Interessant ist der von Joest[13] angedeutete, erneute Bedeutungsgewinn des ständigen Diakons. In der Zeit eines zumindest in Europa für die römisch-katholische Kirche akut gewordenen Problems des Priestermangels besitzt der ständige Diakon wieder eine große Bedeutung. Das Pflichtzölibat hält viele meist junge Katholiken davon ab, sich für den Beruf des Priesters zu entscheiden, für sie bietet sich im ständigen Diakonat ein Ausweg:  Die Vorschriften über den Familienstand von ständigen Diakonen ähneln etwas denen für Priester in orthodoxen Kirchen. Wer zum Zeitpunkt der Weihe verheiratet ist, darf verheiratet bleiben, wer allerdings unverheiratet ist, muß auch als Diakon im Zölibat leben. Da auch verwitwete Diakone nicht wieder heiraten dürfen, entscheidet sich eine relativ große Zahl von ihnen, dann auch die letzten Schritte zur Priesterweihe zu gehen. Der Diakon darf zwar wie der Priester die Messe feiern, jedoch kann er keine Hostien weihen. So ist es ihm nur möglich, die Kommunion  mit bereits zuvor geweihten Hostien zu halten, das heißt, er darf sie eigentlich nur austeilen.

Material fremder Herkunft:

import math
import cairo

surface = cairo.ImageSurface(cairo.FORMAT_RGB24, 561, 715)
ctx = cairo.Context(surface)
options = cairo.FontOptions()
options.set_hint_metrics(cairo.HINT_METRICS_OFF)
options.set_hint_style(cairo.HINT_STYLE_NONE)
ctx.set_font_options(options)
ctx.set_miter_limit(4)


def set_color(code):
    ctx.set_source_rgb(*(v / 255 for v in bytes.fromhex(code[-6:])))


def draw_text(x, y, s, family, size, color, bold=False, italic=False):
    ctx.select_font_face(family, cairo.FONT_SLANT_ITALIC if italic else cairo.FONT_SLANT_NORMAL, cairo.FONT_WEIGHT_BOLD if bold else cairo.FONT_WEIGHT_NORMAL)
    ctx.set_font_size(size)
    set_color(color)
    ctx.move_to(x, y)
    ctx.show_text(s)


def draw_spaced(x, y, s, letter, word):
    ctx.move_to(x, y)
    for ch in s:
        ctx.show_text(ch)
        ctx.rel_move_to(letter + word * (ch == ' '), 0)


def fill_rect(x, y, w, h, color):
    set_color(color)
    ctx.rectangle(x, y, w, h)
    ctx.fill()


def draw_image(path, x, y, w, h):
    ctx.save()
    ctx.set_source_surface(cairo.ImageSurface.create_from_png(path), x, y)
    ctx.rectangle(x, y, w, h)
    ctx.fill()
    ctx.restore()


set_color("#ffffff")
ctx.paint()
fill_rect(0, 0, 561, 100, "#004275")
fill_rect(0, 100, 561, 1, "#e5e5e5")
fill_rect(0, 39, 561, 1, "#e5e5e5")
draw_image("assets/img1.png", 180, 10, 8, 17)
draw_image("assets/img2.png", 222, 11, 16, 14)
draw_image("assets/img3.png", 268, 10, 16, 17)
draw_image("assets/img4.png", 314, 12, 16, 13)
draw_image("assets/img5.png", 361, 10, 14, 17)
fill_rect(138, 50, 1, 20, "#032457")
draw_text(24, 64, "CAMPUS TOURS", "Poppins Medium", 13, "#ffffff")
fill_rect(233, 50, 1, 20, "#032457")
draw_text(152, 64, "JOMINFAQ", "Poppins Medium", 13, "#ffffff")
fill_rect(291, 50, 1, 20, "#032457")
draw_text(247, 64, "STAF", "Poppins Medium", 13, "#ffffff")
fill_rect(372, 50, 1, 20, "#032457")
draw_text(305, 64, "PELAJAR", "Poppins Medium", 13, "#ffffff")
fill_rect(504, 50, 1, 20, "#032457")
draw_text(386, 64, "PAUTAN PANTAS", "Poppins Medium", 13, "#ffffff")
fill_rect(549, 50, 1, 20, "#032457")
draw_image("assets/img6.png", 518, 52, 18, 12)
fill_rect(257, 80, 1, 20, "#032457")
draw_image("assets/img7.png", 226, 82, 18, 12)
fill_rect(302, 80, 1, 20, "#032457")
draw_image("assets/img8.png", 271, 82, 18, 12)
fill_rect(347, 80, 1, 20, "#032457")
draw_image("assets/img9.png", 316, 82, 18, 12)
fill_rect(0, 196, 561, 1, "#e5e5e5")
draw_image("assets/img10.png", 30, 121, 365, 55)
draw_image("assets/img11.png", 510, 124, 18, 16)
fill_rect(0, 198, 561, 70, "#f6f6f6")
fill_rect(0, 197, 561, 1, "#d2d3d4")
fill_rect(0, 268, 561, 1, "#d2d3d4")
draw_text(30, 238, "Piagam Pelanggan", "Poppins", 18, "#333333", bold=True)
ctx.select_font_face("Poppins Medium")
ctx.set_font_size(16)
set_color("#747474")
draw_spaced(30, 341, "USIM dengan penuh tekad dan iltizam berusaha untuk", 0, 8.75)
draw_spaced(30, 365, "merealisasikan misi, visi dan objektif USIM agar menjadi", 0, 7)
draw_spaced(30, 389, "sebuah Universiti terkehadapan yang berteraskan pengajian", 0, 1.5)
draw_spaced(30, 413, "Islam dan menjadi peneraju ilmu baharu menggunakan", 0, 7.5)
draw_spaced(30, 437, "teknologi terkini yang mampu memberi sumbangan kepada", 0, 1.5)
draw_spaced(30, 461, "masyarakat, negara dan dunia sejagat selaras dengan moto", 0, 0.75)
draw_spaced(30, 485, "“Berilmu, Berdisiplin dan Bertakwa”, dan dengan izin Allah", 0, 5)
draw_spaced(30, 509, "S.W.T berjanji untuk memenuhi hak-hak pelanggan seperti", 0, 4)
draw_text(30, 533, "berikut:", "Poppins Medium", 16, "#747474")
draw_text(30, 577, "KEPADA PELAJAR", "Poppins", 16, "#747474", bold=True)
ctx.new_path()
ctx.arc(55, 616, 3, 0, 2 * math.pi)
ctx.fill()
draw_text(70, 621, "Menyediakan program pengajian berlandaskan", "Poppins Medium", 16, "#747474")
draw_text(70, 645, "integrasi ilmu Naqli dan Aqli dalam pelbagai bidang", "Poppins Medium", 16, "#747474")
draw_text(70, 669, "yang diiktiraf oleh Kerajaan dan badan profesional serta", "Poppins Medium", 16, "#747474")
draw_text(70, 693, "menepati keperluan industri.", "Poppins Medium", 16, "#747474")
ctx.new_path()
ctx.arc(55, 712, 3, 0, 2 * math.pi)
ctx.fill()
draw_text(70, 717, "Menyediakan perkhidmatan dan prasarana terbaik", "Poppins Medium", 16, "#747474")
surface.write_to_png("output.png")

Das Amt des Diakons spielt auch in der Diskussion um eine Reform der römisch-katholischen Kirche und das sogenannte "Kirchenvolksbegehren" eine nicht unwichtige Rolle: Es wird gefordert, doch wenigstens das Amt des ständigen Diakons für Frauen zu öffnen, wenn ihnen schon der Weg zum Priesteramt verschlossen bleibt. Durch die Erstarkung des Diakonenamtes kehrt mehr und mehr die alte Dreigliedrigkeit des Amtes, Bischof, Priester und Diakon, zurück.